**TASK DIRECTIONS**
Within the data that follows, tally every line containing "راشد". Provide only the tally.

**EXTRACTED DATA**
......

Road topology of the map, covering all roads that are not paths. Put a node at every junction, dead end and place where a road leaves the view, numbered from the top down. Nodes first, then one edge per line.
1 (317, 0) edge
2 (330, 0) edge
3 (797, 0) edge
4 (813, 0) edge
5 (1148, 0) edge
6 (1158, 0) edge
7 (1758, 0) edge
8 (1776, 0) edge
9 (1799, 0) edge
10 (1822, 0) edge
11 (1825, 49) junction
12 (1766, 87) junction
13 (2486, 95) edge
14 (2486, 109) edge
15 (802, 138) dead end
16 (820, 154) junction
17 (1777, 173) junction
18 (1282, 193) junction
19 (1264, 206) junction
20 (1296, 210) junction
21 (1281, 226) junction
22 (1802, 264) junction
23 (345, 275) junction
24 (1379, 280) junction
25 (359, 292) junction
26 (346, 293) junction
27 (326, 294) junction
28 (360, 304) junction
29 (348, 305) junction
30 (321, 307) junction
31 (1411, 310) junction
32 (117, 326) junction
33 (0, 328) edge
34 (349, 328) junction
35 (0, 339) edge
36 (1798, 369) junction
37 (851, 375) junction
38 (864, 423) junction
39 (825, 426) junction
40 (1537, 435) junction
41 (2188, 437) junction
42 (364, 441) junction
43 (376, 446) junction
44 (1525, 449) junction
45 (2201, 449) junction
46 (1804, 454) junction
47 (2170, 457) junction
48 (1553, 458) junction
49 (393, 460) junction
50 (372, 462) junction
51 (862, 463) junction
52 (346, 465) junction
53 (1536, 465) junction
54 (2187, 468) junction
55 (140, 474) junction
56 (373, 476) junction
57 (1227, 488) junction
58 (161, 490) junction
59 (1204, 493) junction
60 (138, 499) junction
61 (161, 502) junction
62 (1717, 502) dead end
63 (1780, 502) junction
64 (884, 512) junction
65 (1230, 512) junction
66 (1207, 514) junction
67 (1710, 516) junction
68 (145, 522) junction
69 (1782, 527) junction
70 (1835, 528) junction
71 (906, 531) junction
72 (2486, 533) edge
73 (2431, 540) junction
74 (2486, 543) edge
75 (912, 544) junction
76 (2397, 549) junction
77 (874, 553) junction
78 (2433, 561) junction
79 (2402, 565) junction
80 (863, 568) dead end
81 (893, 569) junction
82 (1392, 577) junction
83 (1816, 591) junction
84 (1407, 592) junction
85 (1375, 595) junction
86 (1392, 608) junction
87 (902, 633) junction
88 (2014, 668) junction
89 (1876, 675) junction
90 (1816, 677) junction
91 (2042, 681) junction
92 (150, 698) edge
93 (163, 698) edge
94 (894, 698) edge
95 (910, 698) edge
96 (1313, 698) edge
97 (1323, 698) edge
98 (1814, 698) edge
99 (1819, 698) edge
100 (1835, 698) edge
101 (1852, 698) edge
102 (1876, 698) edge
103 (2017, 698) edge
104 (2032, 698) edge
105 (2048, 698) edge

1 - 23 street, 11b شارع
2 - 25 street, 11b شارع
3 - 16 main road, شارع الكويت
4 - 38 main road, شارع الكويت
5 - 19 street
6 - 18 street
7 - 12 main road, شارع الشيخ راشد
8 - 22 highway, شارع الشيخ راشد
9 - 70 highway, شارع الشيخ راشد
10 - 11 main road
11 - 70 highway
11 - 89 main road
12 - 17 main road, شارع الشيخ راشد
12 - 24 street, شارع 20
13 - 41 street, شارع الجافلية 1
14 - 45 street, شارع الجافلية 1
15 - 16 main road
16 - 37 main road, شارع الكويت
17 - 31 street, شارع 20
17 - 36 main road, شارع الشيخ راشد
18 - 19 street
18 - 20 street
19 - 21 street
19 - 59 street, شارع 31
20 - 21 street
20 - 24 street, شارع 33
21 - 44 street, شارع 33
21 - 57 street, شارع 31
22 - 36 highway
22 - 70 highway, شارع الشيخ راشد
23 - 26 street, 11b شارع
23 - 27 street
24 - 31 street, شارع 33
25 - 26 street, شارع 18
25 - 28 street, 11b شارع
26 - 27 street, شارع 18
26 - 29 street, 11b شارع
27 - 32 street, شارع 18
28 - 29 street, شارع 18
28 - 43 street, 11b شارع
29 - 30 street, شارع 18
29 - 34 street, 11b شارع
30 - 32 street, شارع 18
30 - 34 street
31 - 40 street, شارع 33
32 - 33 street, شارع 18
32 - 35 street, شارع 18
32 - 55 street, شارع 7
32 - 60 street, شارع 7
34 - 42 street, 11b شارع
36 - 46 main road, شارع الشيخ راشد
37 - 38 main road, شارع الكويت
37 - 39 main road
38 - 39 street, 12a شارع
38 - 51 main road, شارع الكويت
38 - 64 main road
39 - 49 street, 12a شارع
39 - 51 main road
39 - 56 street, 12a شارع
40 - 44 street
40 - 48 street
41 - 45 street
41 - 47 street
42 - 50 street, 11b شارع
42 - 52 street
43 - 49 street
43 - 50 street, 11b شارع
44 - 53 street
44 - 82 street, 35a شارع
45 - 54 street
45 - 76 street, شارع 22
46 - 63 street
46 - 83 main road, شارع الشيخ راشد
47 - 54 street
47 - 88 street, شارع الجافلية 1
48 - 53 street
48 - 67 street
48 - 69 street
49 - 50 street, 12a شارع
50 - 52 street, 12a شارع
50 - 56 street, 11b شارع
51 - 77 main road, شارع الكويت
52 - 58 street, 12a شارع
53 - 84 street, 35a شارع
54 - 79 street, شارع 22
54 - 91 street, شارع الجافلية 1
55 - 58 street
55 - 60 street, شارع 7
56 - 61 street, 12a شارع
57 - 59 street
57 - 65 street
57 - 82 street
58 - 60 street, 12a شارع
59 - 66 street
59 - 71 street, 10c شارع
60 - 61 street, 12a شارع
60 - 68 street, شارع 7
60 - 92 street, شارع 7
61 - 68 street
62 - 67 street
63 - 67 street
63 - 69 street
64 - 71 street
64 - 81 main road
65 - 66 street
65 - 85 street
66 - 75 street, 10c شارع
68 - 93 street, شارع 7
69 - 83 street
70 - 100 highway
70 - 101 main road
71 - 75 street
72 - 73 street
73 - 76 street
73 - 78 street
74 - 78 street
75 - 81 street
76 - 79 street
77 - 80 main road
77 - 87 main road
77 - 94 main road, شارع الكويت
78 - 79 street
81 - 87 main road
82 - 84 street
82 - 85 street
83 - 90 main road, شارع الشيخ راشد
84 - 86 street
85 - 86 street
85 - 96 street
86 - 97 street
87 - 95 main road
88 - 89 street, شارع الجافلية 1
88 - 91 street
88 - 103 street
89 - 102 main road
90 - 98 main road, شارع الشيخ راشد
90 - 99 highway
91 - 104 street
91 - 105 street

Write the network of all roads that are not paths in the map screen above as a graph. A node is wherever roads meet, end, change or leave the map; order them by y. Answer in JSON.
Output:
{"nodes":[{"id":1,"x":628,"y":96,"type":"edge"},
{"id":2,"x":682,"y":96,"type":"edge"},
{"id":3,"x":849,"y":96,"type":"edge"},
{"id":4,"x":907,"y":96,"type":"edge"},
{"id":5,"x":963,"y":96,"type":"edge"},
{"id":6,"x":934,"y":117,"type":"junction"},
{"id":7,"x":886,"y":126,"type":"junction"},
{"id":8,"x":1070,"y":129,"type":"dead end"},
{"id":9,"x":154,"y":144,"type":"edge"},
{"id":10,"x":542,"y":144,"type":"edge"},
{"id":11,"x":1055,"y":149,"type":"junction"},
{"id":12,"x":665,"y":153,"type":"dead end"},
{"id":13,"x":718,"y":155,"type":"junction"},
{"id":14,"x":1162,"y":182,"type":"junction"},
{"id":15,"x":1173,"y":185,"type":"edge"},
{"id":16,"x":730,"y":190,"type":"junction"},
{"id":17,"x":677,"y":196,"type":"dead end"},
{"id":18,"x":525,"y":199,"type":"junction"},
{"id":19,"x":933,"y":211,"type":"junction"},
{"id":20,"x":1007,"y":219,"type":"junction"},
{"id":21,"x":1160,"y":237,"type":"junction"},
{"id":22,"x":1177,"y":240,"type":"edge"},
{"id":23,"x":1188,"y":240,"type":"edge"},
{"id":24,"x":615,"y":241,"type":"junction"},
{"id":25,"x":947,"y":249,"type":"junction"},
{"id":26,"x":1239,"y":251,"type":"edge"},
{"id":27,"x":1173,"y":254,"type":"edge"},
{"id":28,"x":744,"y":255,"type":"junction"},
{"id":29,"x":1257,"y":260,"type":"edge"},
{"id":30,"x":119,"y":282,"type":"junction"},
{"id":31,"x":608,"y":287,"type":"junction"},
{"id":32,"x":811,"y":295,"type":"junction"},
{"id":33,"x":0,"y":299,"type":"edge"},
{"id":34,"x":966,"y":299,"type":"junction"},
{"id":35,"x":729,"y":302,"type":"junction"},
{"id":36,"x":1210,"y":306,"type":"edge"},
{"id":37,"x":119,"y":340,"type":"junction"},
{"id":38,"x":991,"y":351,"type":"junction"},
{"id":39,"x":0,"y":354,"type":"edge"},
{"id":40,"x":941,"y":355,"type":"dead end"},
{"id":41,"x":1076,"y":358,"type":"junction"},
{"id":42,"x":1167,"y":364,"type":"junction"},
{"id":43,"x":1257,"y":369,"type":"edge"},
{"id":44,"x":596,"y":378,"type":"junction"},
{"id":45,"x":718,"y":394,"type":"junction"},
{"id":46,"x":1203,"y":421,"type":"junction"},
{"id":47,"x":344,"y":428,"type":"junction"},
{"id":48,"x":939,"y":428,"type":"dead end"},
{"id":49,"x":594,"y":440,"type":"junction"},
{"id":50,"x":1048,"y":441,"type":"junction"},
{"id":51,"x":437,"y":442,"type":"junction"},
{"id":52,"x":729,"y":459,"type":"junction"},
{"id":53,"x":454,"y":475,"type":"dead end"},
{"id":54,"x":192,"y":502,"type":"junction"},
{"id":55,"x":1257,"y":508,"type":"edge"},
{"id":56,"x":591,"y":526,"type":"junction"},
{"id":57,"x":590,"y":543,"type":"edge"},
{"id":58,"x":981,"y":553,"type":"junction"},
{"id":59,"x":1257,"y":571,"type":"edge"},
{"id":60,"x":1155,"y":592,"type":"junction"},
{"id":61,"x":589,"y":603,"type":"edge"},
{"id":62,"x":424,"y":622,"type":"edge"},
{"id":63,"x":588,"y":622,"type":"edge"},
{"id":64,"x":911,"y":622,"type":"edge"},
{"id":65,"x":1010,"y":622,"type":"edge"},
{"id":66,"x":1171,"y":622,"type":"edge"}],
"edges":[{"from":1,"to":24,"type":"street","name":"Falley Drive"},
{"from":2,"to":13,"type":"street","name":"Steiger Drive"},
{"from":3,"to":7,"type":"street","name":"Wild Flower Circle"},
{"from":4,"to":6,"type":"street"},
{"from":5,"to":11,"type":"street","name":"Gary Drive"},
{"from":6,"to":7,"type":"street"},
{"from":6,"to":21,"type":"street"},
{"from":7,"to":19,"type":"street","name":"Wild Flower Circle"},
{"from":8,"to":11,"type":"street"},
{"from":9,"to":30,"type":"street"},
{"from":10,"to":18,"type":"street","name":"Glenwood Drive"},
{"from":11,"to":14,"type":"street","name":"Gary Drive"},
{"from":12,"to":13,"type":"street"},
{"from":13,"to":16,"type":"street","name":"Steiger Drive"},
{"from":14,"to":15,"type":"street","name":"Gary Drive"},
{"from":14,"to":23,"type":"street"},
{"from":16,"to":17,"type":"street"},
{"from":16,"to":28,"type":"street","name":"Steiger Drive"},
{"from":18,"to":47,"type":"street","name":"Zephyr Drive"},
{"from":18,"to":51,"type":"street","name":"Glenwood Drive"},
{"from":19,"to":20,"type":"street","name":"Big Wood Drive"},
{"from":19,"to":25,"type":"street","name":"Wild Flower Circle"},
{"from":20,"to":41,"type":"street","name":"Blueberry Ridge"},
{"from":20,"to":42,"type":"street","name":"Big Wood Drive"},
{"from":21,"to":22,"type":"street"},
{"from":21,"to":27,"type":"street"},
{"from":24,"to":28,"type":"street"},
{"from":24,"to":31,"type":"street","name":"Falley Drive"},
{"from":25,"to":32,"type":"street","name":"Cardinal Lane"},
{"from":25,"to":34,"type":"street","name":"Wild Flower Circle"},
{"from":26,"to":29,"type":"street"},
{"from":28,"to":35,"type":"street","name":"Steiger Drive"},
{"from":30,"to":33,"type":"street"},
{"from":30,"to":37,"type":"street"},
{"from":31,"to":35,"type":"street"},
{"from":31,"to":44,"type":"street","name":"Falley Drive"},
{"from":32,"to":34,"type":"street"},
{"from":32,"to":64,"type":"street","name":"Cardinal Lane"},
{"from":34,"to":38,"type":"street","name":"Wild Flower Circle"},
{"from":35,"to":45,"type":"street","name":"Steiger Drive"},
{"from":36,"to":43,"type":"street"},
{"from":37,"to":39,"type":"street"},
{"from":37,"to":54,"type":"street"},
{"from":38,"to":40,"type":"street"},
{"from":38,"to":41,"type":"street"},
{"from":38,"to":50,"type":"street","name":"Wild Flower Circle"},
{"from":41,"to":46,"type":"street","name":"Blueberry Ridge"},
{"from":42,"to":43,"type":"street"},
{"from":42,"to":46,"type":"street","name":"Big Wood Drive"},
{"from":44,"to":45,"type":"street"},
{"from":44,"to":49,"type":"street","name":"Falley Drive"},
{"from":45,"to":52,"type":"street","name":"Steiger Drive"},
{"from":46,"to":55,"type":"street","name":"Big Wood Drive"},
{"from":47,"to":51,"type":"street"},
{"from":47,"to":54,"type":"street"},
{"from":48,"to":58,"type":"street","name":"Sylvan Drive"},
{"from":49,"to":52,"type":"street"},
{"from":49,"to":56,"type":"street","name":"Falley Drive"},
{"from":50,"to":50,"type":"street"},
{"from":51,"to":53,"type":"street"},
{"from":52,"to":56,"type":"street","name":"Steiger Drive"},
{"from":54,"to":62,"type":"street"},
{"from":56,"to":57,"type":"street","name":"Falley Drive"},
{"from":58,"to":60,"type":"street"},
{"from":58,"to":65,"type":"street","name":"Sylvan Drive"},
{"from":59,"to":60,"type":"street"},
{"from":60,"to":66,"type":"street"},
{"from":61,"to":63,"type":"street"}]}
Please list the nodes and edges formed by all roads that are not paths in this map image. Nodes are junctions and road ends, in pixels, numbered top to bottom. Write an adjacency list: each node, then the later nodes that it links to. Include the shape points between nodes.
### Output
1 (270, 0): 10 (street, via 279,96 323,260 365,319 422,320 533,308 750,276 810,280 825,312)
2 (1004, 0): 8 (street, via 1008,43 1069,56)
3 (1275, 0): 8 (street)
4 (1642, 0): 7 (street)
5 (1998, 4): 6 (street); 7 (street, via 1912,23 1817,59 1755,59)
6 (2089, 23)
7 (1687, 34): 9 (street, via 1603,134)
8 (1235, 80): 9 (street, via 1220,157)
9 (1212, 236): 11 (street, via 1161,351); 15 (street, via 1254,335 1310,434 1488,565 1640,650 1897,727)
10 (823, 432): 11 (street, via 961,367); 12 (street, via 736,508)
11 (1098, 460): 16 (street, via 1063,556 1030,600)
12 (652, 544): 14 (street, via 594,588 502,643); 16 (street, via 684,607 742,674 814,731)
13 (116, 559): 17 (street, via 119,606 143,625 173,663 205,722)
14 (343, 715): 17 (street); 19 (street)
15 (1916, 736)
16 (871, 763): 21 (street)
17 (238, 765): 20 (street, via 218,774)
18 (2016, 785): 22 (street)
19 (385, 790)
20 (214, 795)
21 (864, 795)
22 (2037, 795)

......

**RESULT OF THIS EXERCISE**
10